__ASSIGNMENT__
The answer is to be the data that follows, transcribed exactly, minus its pictures.

[Saved data entries]
◇ ◇ ◇ ◇ ◇ ◇ ◇

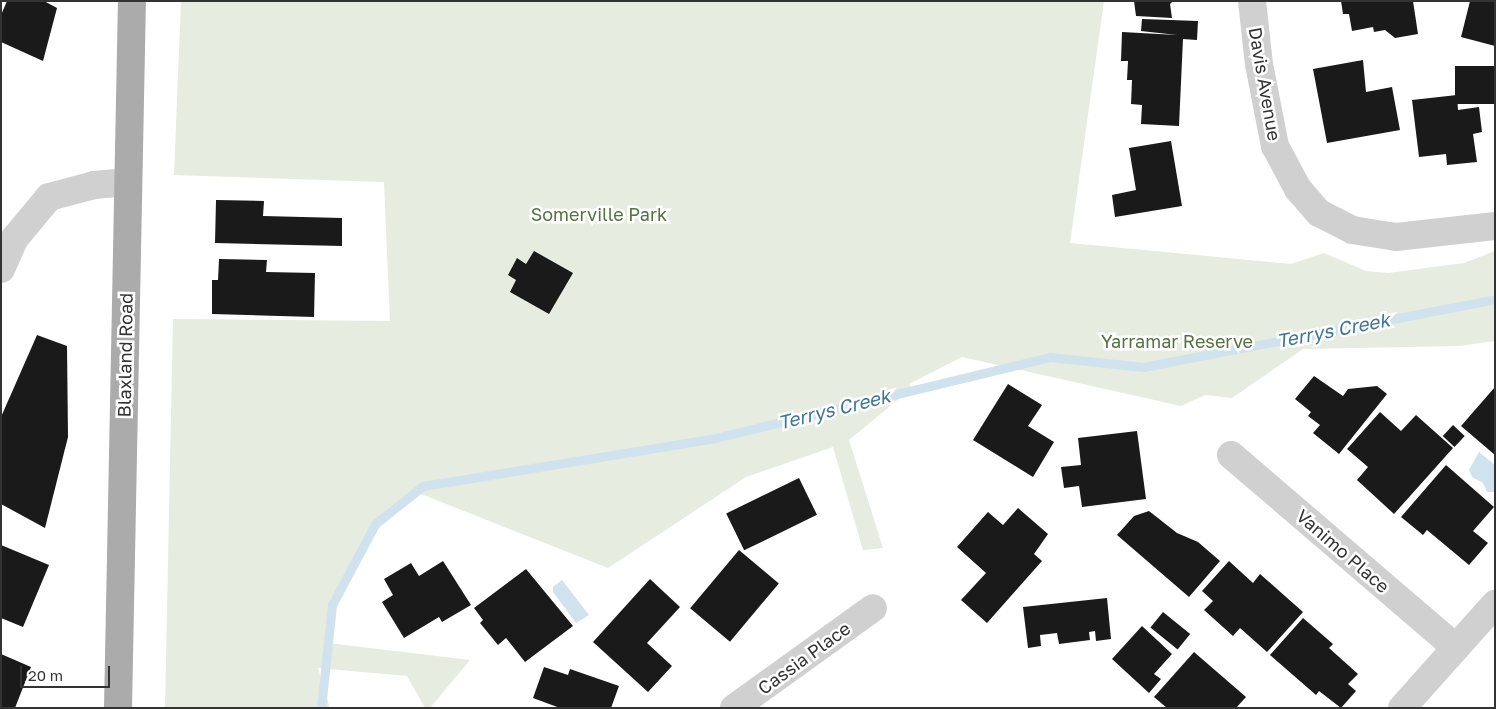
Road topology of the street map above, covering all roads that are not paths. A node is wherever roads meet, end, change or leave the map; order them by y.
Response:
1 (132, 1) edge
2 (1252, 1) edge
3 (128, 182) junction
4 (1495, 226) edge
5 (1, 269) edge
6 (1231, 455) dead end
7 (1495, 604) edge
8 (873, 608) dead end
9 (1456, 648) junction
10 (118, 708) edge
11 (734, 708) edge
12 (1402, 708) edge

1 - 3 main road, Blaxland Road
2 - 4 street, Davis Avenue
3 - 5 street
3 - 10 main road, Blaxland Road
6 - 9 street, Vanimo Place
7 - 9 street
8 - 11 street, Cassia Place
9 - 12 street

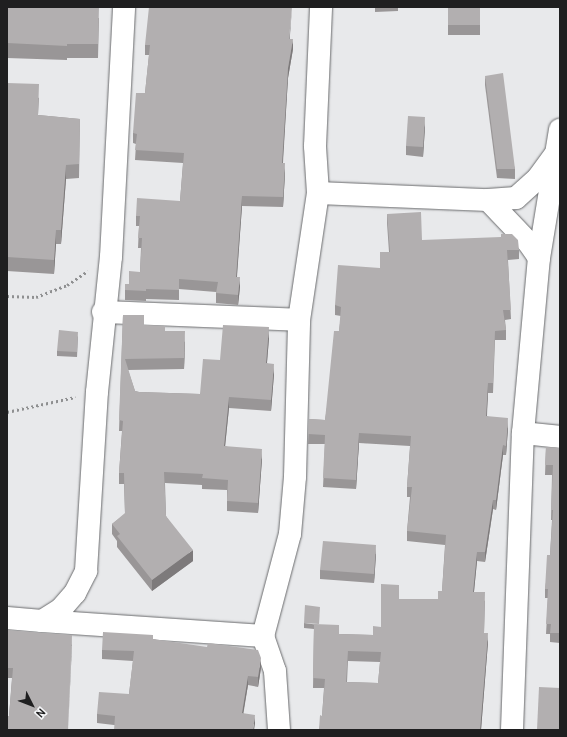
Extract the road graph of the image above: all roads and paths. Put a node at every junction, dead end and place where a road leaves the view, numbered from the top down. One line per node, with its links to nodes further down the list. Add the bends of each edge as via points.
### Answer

◇ ◇ ◇ ◇ ◇ ◇ ◇

__ANSWER BOX__
Road topology of the street map above, covering all roads that are not paths. A node is wherever roads meet, end, change or leave the map; order them by y.
Response:
1 (132, 1) edge
2 (1252, 1) edge
3 (128, 182) junction
4 (1495, 226) edge
5 (1, 269) edge
6 (1231, 455) dead end
7 (1495, 604) edge
8 (873, 608) dead end
9 (1456, 648) junction
10 (118, 708) edge
11 (734, 708) edge
12 (1402, 708) edge

1 - 3 main road, Blaxland Road
2 - 4 street, Davis Avenue
3 - 5 street
3 - 10 main road, Blaxland Road
6 - 9 street, Vanimo Place
7 - 9 street
8 - 11 street, Cassia Place
9 - 12 street

Extract the road graph of the image above: all roads and paths. Put a node at every junction, dead end and place where a road leaves the view, numbered from the top down. One line per node, with its links to nodes further down the list. Add the bends of each edge as via points.
### Answer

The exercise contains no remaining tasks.